* [About this task]: Needed from the data below: all lines that contain the word "bridge".

* [Raw data]:

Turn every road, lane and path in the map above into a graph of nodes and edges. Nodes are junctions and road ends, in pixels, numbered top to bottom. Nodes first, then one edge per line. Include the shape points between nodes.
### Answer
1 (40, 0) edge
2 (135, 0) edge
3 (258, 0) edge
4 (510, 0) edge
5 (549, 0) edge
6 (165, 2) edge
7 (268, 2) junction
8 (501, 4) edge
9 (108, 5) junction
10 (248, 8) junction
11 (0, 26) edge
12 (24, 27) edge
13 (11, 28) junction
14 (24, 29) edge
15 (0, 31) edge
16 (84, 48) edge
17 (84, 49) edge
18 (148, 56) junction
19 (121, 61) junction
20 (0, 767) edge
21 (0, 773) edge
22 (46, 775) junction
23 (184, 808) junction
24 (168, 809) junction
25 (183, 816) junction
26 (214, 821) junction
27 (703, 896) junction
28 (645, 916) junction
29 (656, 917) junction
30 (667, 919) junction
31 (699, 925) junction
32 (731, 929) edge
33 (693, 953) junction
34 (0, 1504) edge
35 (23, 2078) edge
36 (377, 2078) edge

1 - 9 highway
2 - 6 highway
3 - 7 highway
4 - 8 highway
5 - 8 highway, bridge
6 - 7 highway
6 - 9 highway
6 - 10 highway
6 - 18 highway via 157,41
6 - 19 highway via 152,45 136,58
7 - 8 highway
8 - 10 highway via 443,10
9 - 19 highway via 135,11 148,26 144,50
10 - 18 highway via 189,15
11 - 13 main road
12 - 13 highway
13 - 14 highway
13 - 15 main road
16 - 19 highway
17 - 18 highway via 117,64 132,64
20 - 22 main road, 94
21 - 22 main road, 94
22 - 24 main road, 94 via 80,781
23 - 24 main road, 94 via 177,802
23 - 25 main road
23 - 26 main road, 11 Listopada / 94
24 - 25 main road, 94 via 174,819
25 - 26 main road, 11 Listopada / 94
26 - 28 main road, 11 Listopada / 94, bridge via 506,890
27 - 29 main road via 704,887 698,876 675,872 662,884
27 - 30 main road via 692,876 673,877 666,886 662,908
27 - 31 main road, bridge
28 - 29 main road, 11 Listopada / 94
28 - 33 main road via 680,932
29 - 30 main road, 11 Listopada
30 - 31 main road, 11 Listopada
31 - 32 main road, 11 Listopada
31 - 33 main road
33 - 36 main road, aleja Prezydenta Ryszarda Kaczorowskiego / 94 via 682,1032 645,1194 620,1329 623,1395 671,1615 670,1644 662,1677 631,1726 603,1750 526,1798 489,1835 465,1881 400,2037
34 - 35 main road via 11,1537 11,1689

* [Solution to the problem]:
5 - 8 highway, bridge
26 - 28 main road, 11 Listopada / 94, bridge via 506,890
27 - 31 main road, bridge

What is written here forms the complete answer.